I found a different syndrome: parents of highly motivated, athletic
children who are supportive of their kids’ sports but bewildered by the
culture. The children, often as not, are the ones leading the way, and
the whole family gets pulled along in ways it never anticipated. “We
had no idea what we were getting into,” Rich Pierson said. “You just
feel your way as you go. She started playing with a local team, just
once or twice a week, then began with the travel team, and after that
it just builds on up.”



At what age should a young athlete begin traveling to out-of-town
tournaments? How many days a week should she be playing? When should
she give up her other sports?

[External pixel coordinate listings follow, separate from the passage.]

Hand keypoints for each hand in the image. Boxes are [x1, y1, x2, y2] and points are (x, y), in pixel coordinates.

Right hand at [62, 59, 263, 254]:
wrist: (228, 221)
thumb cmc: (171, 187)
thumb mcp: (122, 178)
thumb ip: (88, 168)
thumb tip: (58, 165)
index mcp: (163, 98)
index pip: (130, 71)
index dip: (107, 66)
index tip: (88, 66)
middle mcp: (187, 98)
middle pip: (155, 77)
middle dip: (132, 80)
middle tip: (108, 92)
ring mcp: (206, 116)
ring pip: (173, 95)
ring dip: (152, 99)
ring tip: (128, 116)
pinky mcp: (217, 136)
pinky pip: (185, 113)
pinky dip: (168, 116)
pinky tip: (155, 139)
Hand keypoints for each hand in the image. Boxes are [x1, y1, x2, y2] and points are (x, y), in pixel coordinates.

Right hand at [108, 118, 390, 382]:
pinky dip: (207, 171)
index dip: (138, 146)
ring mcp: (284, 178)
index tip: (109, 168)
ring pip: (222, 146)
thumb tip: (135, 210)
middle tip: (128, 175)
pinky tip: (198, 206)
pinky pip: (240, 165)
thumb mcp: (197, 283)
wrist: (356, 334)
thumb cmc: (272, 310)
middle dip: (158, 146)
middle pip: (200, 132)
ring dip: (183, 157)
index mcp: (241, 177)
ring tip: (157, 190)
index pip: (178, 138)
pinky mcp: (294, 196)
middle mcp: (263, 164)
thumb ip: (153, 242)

The professional coach is usually not
equipped to know what’s best, but he wields tremendous influence all
the same, sometimes by threat. He makes the schedules and sets the
rules, and a child who does not go along risks losing her place on the
team.



“Parents’ hearts are usually in the right place,” says Colleen Hacker, a sports-psychology
consultant who has worked with athletes from the preadolescent up
through the college, Olympic and professional ranks. “I don’t think
anybody’s saying, ‘Honey, how do we screw them up tomorrow?’ But the
attention, judgment and objectivity that parents bring to their work
lives and other spheres of importance, they don’t bring to their kids’
sports.”



The club structure is the driving force behind the trend toward
early specialization in one sport — and, by extension, a primary cause
of injuries. To play multiple sports is, in the best sense, childlike.
It’s fun. You move on from one good thing to the next. But to
specialize conveys a seriousness of purpose. It seems to be leading
somewhere — even if, in fact, the real destination is burnout or injury.